*What is needed*. Show me every line in the listing that has the word "lane".

*Entries shown*.
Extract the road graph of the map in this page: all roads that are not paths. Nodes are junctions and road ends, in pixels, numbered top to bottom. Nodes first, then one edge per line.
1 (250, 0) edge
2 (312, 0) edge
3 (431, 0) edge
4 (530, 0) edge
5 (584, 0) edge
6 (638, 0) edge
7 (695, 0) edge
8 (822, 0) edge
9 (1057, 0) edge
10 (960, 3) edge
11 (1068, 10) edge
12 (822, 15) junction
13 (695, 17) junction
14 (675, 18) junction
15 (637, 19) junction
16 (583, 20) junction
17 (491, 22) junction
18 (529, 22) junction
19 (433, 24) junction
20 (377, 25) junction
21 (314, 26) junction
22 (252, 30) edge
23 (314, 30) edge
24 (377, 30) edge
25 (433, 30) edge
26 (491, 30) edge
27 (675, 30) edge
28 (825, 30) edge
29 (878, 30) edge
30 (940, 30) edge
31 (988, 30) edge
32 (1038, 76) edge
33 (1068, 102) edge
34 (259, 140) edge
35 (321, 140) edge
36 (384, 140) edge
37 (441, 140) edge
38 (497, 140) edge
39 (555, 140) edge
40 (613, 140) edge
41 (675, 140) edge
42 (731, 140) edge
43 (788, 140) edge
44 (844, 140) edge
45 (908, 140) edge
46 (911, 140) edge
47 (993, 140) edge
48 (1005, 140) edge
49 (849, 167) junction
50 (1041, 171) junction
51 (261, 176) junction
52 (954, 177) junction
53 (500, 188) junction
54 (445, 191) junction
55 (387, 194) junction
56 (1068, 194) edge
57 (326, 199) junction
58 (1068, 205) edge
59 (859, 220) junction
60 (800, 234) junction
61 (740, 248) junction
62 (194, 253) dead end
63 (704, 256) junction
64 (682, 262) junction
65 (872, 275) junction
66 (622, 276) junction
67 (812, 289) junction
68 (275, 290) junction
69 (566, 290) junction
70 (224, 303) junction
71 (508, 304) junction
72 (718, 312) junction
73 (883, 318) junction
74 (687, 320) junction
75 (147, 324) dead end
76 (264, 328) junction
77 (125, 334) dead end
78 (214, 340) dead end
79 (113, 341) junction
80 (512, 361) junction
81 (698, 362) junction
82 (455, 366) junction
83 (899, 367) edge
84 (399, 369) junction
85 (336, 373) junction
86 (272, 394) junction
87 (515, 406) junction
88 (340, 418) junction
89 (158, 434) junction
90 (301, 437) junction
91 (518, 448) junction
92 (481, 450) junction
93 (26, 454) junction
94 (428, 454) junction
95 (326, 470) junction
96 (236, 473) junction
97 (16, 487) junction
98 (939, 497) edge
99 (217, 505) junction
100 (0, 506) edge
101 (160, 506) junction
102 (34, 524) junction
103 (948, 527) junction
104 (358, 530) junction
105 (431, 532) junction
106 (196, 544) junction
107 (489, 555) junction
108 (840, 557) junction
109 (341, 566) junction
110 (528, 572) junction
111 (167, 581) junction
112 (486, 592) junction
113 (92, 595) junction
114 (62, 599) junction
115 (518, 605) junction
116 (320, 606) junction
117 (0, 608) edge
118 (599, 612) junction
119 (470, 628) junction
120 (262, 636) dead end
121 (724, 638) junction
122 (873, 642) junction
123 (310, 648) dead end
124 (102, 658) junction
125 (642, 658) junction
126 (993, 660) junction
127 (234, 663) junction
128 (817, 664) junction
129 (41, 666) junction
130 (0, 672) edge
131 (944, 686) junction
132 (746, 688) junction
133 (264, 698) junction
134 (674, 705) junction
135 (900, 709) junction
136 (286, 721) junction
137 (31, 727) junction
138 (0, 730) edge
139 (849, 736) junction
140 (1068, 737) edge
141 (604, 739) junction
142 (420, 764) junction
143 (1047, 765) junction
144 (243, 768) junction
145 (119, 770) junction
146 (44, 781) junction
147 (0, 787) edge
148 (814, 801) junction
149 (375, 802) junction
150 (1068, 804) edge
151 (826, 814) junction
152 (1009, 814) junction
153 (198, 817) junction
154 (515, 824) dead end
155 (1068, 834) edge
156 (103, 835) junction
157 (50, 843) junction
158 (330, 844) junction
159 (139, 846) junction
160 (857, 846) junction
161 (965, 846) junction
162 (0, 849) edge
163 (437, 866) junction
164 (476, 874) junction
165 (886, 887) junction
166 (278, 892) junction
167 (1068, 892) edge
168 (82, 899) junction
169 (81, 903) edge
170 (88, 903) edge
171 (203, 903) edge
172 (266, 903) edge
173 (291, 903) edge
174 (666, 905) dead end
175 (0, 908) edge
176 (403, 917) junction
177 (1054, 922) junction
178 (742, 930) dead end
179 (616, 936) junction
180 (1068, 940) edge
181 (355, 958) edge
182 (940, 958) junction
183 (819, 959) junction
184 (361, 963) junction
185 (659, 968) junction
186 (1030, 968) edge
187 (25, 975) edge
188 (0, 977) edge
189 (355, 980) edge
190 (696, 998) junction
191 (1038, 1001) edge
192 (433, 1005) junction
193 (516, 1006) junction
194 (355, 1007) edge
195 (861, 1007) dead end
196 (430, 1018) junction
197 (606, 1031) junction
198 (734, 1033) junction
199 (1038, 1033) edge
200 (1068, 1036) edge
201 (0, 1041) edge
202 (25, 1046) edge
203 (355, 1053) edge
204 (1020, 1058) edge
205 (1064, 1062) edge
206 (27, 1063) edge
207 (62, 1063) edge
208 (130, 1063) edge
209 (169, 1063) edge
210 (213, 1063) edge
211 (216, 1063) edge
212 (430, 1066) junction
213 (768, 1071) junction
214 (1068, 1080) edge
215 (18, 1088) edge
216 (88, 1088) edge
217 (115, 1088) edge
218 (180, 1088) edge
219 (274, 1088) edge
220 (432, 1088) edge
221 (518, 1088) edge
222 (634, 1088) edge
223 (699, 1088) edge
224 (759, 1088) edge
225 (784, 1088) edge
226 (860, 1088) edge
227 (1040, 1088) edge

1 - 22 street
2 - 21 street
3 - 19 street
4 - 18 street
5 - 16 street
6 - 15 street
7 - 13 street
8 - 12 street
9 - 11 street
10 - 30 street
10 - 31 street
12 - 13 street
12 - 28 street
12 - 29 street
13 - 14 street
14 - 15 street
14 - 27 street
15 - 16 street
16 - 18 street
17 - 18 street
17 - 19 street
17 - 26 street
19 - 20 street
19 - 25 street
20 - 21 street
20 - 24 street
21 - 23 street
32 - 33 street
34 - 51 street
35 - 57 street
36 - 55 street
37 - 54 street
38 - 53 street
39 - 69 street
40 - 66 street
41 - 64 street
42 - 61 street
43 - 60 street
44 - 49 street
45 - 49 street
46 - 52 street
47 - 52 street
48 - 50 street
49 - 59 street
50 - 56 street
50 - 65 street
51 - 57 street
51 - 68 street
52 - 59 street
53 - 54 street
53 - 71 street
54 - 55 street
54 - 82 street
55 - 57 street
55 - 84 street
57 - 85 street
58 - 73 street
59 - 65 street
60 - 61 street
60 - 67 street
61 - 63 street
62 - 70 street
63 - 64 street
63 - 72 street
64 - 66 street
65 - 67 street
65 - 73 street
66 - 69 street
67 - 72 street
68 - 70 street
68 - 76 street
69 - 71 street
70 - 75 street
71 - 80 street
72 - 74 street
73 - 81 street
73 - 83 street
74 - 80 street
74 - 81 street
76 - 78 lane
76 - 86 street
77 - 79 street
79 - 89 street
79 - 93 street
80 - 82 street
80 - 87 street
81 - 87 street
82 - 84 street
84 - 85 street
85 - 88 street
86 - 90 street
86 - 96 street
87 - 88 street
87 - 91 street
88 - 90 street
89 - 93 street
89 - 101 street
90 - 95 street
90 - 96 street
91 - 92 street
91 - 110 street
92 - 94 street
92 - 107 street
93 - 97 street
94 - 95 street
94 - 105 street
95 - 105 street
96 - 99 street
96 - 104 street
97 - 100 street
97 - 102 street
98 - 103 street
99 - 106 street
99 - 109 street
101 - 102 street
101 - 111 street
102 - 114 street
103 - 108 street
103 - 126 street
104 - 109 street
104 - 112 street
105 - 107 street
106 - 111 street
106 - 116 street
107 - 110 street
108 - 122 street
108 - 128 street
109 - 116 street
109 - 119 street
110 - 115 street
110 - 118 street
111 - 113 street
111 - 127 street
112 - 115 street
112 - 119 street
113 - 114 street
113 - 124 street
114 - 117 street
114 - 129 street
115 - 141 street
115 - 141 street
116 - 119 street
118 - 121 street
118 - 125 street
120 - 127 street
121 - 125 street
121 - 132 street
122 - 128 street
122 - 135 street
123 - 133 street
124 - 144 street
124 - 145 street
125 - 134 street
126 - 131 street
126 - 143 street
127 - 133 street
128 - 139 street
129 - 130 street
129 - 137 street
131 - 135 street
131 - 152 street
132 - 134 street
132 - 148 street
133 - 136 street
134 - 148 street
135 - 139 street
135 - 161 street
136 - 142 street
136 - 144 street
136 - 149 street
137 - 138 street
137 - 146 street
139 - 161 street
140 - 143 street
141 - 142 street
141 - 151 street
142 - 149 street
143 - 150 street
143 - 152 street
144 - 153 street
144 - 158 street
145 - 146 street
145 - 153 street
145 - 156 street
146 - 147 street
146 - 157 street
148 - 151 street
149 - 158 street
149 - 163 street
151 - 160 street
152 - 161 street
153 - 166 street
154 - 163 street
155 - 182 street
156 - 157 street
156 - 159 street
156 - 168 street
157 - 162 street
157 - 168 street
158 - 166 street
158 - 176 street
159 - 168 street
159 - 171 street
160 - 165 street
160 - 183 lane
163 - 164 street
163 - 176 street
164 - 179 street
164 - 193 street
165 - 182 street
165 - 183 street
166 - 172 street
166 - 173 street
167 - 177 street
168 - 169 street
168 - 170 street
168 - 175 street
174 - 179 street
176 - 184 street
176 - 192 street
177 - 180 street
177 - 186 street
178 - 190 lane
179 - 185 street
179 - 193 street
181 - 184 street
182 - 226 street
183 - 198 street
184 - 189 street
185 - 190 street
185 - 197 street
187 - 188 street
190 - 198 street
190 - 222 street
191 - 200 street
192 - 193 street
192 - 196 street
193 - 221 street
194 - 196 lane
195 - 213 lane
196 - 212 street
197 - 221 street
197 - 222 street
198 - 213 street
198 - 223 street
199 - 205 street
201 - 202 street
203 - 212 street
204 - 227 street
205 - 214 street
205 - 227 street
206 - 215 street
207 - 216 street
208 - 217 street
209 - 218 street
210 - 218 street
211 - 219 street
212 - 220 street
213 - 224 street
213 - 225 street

*Task response*.
76 - 78 lane
160 - 183 lane
178 - 190 lane
194 - 196 lane
195 - 213 lane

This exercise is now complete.